Deploying the uploader to the cloud

While there is not an end to end solution that you can deploy onto the cloud, the iridauploader does allow you to use it's modules to simplify your code for cloud deployment.

Why can't I just deploy straight to cloud?

The main difficulty is that each cloud storage solution maintains files differently, and it would not be feasible for us to support every cloud environment available.

How to Deploy to cloud

The simplest way is to incorperate the iridauploader modules from pip / PyPi .

pip install iridauploader

Example for creating a new instance of the API, and a MiSeq Parser:

import iridauploader.api as api
import iridauploader.parsers as parsers

api_instance = api.ApiCalls(client_id, client_secret, base_url, username, password, max_wait_time)
parser_instance = parsers.parser_factory("miseq")

Examples for deployment on Azure Cloud

In these examples we have the following setup: * We are using an Azure Function App using Python * Files are stored in blob storage containers (in our example myblobcontainer) * We use a BlobTrigger to run when a new run is uploaded with the path identifier myblobcontainer/{name}.csv

Example function.json file:

{
  "scriptFile": "__init__.py",
  "disabled": false,
  "bindings": [
      {
          "name": "myblob",
          "type": "blobTrigger",
          "direction": "in",
          "path": "myblobcontainer/{name}.csv",
          "connection":"AzureWebJobsStorage"
      }
  ]
}

For the following example, we have this simple setup at the top of our __init__.py function app file.
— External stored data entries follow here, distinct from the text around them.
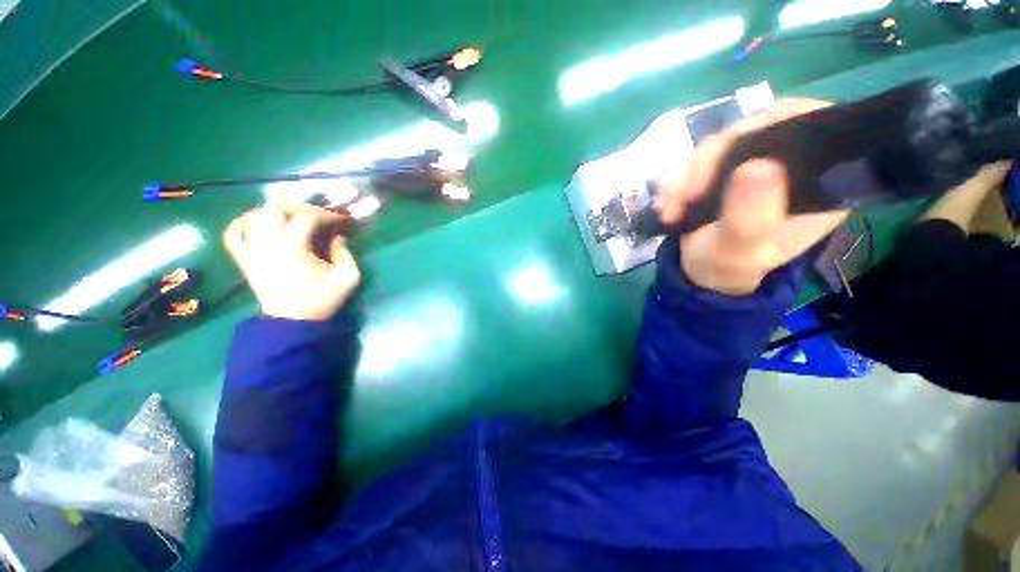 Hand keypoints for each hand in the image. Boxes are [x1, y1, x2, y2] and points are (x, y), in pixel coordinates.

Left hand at [224, 202, 360, 320]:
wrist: (293, 321)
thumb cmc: (322, 299)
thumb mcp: (348, 277)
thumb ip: (346, 253)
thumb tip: (338, 237)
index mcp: (294, 246)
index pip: (308, 216)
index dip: (327, 214)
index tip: (341, 220)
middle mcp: (267, 242)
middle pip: (278, 208)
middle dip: (302, 208)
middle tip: (319, 217)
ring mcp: (251, 249)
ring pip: (255, 215)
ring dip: (277, 211)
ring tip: (294, 218)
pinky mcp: (243, 258)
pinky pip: (234, 232)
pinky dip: (244, 222)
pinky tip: (259, 223)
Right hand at [656, 100, 850, 295]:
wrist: (702, 269)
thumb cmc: (729, 264)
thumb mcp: (739, 248)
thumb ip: (750, 216)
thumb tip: (759, 166)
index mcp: (818, 181)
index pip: (806, 127)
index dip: (765, 131)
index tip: (725, 164)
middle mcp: (792, 163)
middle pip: (754, 130)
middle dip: (708, 164)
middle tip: (684, 197)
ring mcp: (756, 162)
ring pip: (719, 145)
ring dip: (684, 179)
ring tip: (670, 211)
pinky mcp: (727, 166)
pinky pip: (698, 159)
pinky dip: (676, 182)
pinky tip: (667, 206) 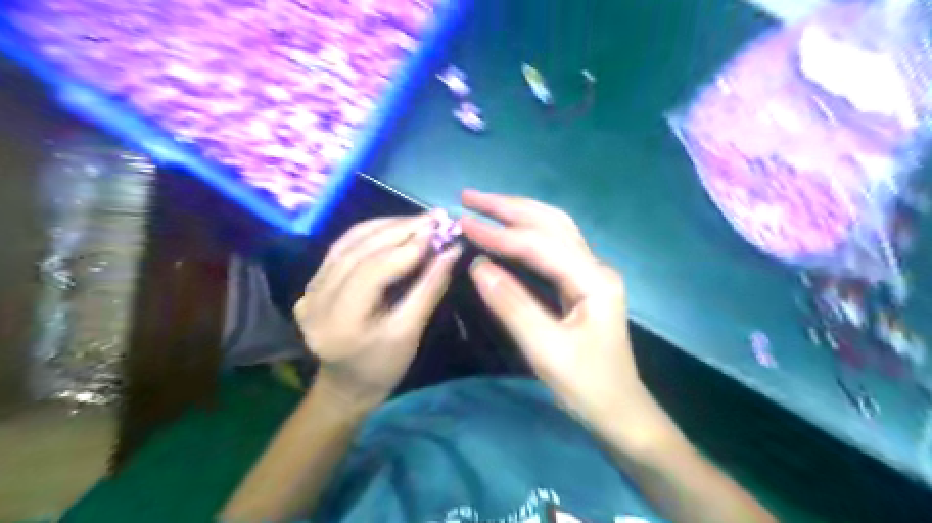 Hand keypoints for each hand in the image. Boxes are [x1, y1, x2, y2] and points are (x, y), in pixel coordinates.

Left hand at [294, 214, 461, 406]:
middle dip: (400, 229)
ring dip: (386, 225)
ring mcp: (309, 289)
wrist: (346, 386)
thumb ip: (429, 289)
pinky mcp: (311, 284)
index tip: (439, 231)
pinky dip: (370, 233)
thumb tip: (451, 252)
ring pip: (349, 243)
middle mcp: (315, 300)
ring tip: (419, 219)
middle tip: (434, 217)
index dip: (406, 247)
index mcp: (339, 321)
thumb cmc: (382, 368)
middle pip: (358, 250)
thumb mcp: (410, 332)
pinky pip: (342, 248)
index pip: (372, 271)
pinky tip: (394, 227)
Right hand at [459, 189, 645, 430]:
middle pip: (551, 223)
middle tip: (469, 197)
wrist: (619, 410)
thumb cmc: (586, 385)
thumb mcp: (546, 350)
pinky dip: (526, 232)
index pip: (540, 245)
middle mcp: (595, 266)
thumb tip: (478, 266)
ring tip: (484, 205)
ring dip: (518, 213)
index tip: (463, 222)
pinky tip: (508, 230)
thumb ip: (512, 305)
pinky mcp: (582, 282)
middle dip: (509, 207)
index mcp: (593, 280)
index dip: (499, 233)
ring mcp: (591, 272)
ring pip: (554, 229)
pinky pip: (552, 246) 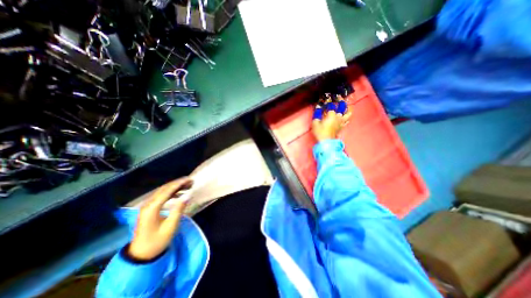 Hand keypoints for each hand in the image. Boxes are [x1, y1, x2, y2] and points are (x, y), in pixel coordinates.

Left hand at [129, 177, 193, 260]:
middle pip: (163, 189)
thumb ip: (179, 209)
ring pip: (161, 191)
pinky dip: (170, 192)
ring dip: (174, 187)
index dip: (179, 184)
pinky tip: (178, 193)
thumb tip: (188, 195)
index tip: (189, 179)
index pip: (167, 191)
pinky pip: (160, 196)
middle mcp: (147, 205)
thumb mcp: (170, 226)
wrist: (141, 255)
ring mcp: (146, 207)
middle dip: (177, 183)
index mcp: (152, 208)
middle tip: (190, 180)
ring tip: (186, 185)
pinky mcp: (148, 210)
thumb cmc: (157, 241)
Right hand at [312, 95, 351, 139]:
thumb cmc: (320, 132)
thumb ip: (316, 115)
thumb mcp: (315, 123)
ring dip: (348, 109)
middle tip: (339, 97)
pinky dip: (347, 117)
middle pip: (342, 107)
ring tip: (348, 106)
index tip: (326, 98)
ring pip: (348, 113)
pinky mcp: (342, 127)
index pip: (331, 105)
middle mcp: (338, 117)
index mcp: (331, 115)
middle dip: (341, 101)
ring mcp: (341, 122)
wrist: (326, 142)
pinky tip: (346, 116)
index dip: (329, 101)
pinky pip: (347, 121)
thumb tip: (317, 108)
from azure.storage.blob import BlobServiceClient
from azure.storage.blob import BlobClient
from azure.storage.blob import ContainerClient
import azure.functions as func

from iridauploader import parsers


# connect to our blob storage
connect_str = os.getenv('AZURE_STORAGE_CONNECTION_STRING')
blob_service_client = BlobServiceClient.from_connection_string(connect_str)
# These strings could be fetched somehow, but this works for an example
container_name = "myblobcontainer"
container_client = blob_service_client.get_container_client(container_name)

Miseq example

For this example, we will be getting the entire folder for a miseq run, as a set of blobs. When parsing directly from other sequencers, please consult the parser documentation for file structure differences.

def main(myblob: func.InputStream):
    logging.info('Python blob trigger function %s', myblob.name)

    # download the sample sheet so it can be parsed
    download_sample_sheet_file_path = os.path.join(local_path, local_file_name)
    with open(download_sample_sheet_file_path, "wb") as download_file:
        download_file.write(myblob.read())
    logging.info("done downloading")

    # get run directory (getting the middle portion)
    # example 'myblobcontainer/miseq_run/SampleSheet.csv' -> 'miseq_run
    run_directory_name = posixpath.split(posixpath.split(myblob.name)[0])[1]

    # we are gonna use miseq for this example
    my_parser = parsers.parser_factory("miseq")
    logging.info("built parser")

    # This example was tested locally on a windows machine, so replacing \\ with / was needed for compatibility
    relative_data_path = my_parser.get_relative_data_directory().replace("\\", "/")
    full_data_dir = posixpath.join(
        run_directory_name, 
        relative_data_path)

    # list the blobs of the run directory
    blob_list = list(container_client.list_blobs(full_data_dir))
    file_list = []
    # The file_blob_tuple_list could be useful when moving to the uploading stage in the case where
    # you do not want to use the iridauploader.api module to upload to irida, otherwise it can be ignored
    file_blob_tuple_list = []
    for file_blob in blob_list:
        file_name = remove_prefix(file_blob.name, full_data_dir)
        file_list.append(file_name)
        file_blob_tuple_list.append({"file_name": file_name, "blob": file_blob})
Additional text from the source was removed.